PurchaseOrderId = poId
Lines = [{ SkuCode = "ELC-0042"; ReceivedQty = 10; QcFlagged = false }]
ReceivedAt = clock ()
}
let! _ = registerGoodsReceipt receivingPorts.GoodsReceiptRepository clock poId grn.Lines
// => GRN registered — receiving context step complete
// Step C: Schedule payment (payments context)
let invoiceEvent = {
InvoiceId = "inv_smoke-001"
PurchaseOrderId = "po_smoke-001"
InvoiceAmount = 5000m
Currency = "USD"
SupplierId = "sup_smoke-001"
}
let! paymentId = schedulePayment paymentPorts invoiceEvent
// => Payment scheduled and disbursed — payments context step complete
printfn "Smoke test PASS — four contexts wired and exercised end-to-end"

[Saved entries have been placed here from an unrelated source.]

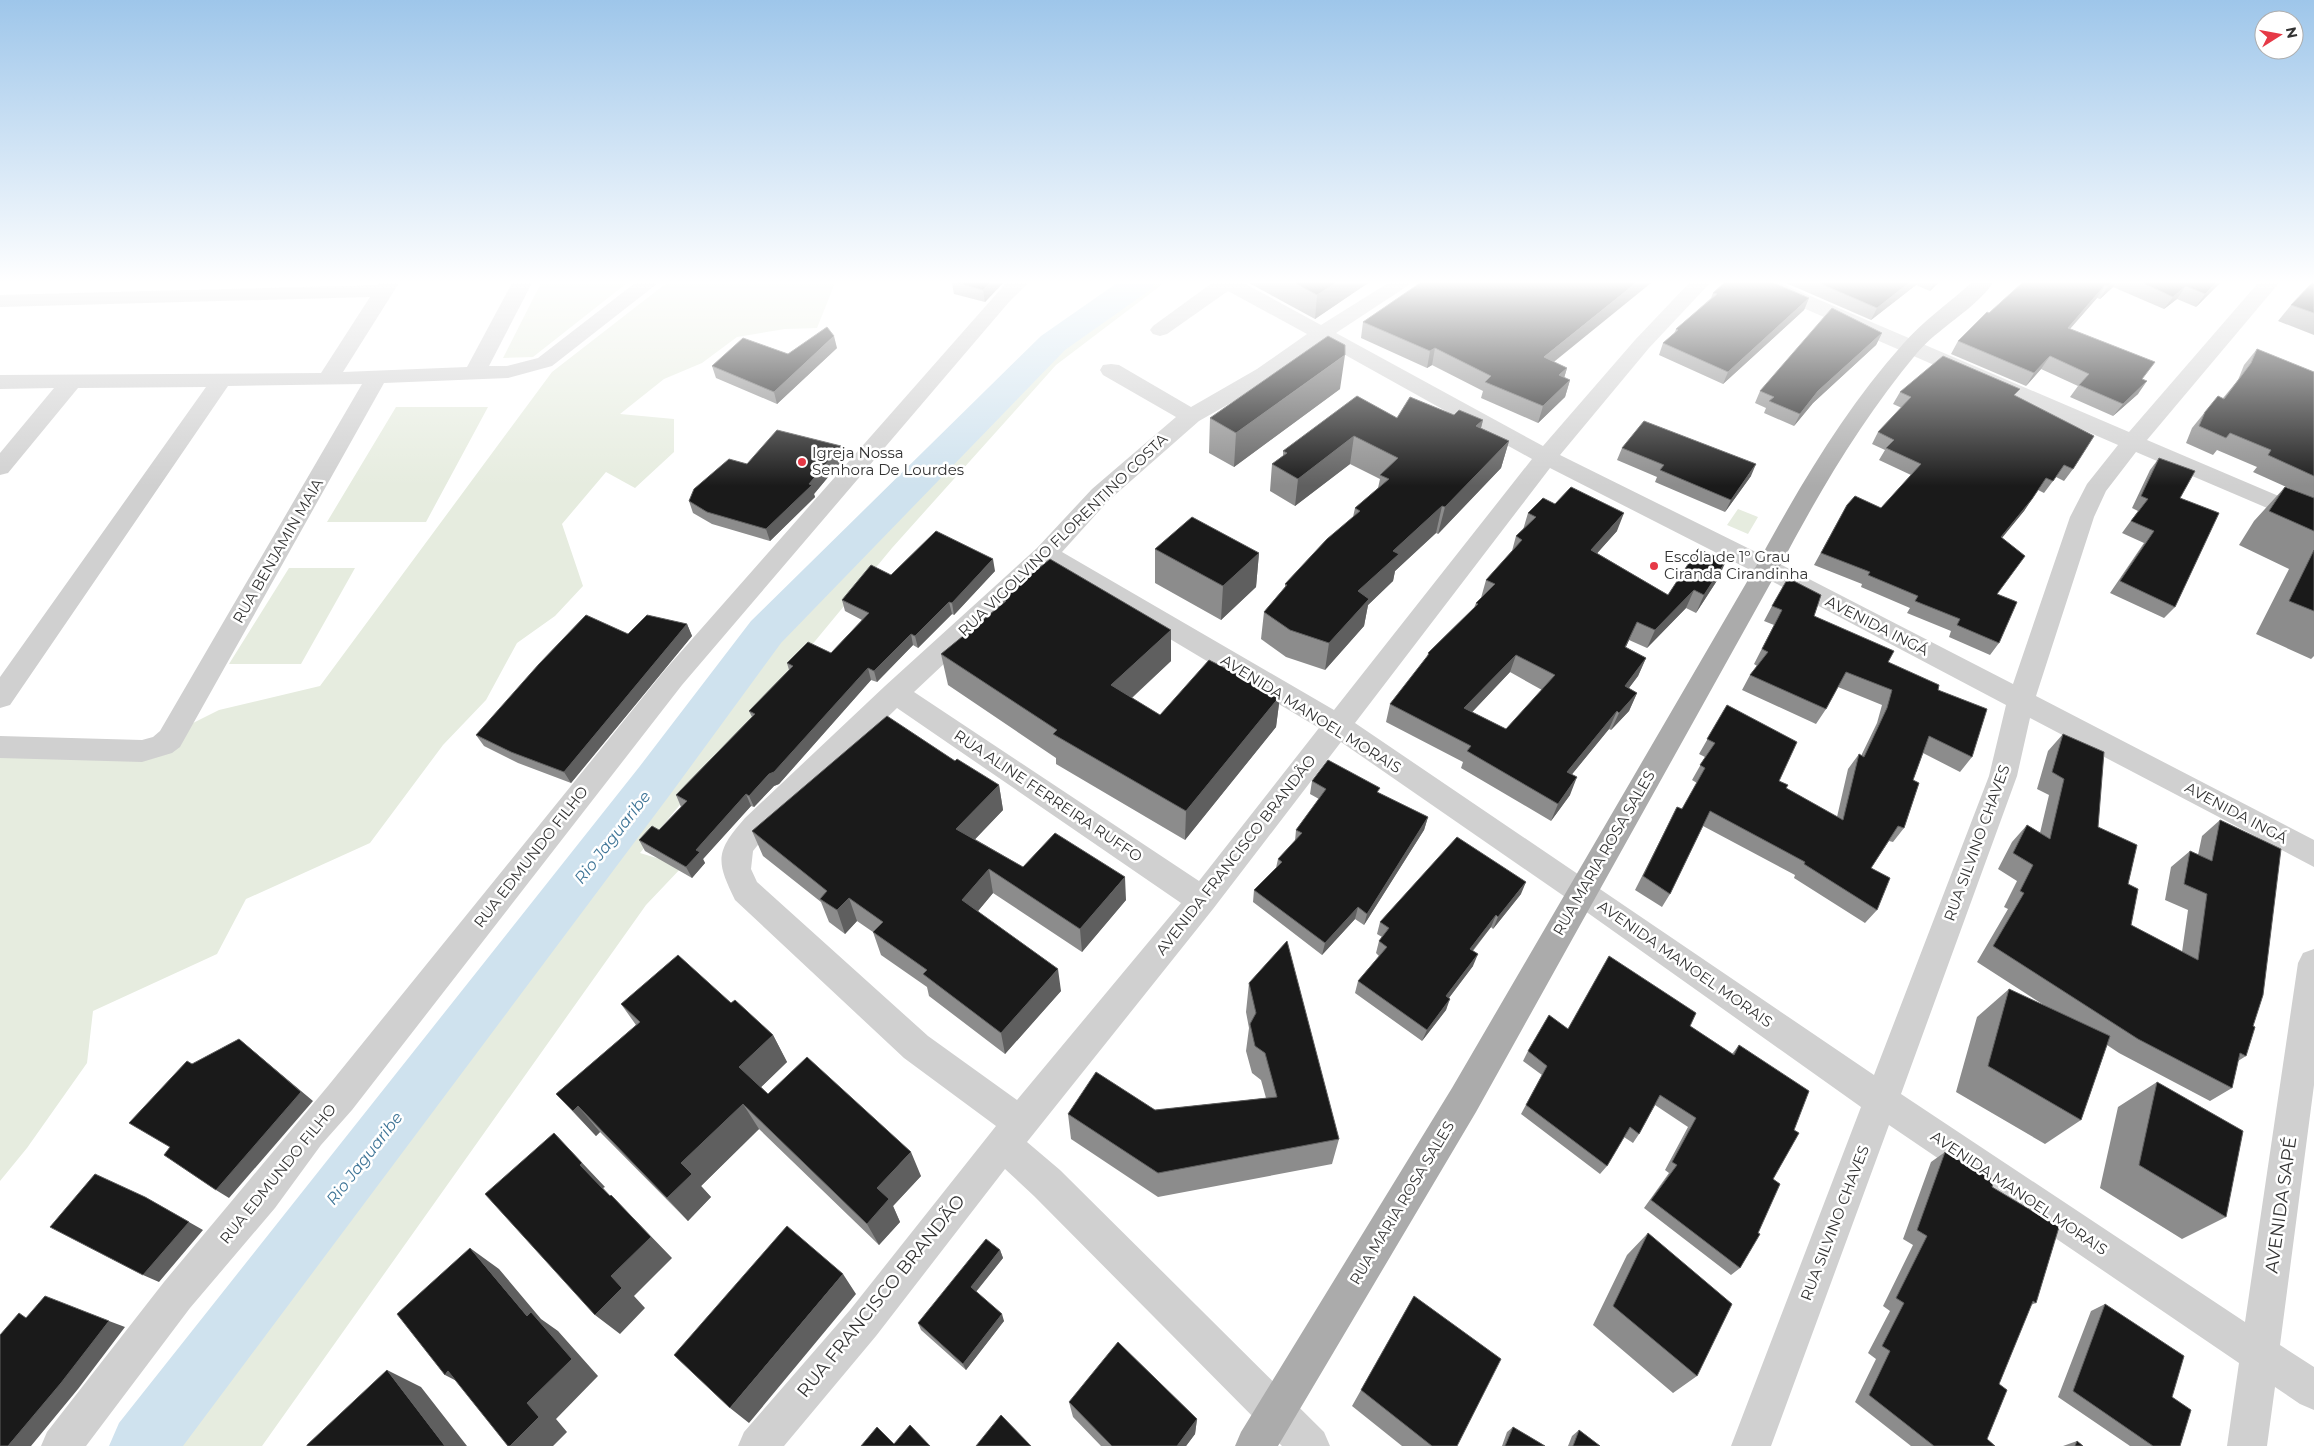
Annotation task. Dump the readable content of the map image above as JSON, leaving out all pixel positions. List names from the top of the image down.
{
  "streets": {
    "main road": ["RUA MARIA ROSA SALES"],
    "street": [
      "RUA VIGOLVINO FLORENTINO COSTA",
      "RUA BENJAMIN MAIA",
      "AVENIDA INGÁ",
      "AVENIDA MANOEL MORAIS",
      "RUA ALINE FERREIRA RUFFO",
      "RUA SILVINO CHAVES",
      "AVENIDA FRANCISCO BRANDÃO",
      "RUA EDMUNDO FILHO",
      "AVENIDA SAPÉ",
      "RUA FRANCISCO BRANDÃO"
    ]
  },
  "crossings": [
    ["RUA VIGOLVINO FLORENTINO COSTA", "AVENIDA MANOEL MORAIS"],
    ["RUA VIGOLVINO FLORENTINO COSTA", "RUA ALINE FERREIRA RUFFO"],
    ["RUA VIGOLVINO FLORENTINO COSTA", "AVENIDA FRANCISCO BRANDÃO"],
    ["RUA VIGOLVINO FLORENTINO COSTA", "RUA FRANCISCO BRANDÃO"],
    ["AVENIDA INGÁ", "RUA SILVINO CHAVES"],
    ["AVENIDA INGÁ", "RUA MARIA ROSA SALES"],
    ["AVENIDA INGÁ", "AVENIDA FRANCISCO BRANDÃO"],
    ["AVENIDA MANOEL MORAIS", "RUA SILVINO CHAVES"],
    ["AVENIDA MANOEL MORAIS", "RUA MARIA ROSA SALES"],
    ["AVENIDA MANOEL MORAIS", "AVENIDA FRANCISCO BRANDÃO"],
    ["AVENIDA MANOEL MORAIS", "AVENIDA SAPÉ"],
    ["RUA ALINE FERREIRA RUFFO", "AVENIDA FRANCISCO BRANDÃO"],
    ["AVENIDA FRANCISCO BRANDÃO", "RUA FRANCISCO BRANDÃO"]
  ],
  "water": ["Rio Jaguaribe"],
  "places": ["Igreja Nossa Senhora De Lourdes", "Escola de 1º Grau Ciranda Cirandinha"],
  "north": "right"
}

// => Output: Smoke test PASS — four contexts wired and exercised end-to-end
printfn "Events published total: %d" publishedEvents.Length
// => Output: Events published total: <count of events from all contexts>
printfn "Payment result: %A" paymentId
// => Output: Payment result: Ok (PaymentId "pay_inv_smoke-001")
}
runSmokTest () |> Async.RunSynchronously
// => Runs the full four-context wiring smoke test — no real infrastructure requiredKey Takeaway: The smoke test wires all four contexts with in-memory adapters and runs a simplified end-to-end scenario — it verifies wiring correctness, not business rules, and can run in any CI environment without Docker.
Why It Matters: Integration tests that require a full Postgres instance and Kafka cluster cannot run in every CI pipeline tier. A smoke test that uses in-memory adapters catches composition root errors (missing port fields, wrong adapter type, circular imports) in seconds. Business rule correctness is verified by the application service unit tests; infrastructure correctness is verified by integration tests; the smoke test covers the wiring layer between them.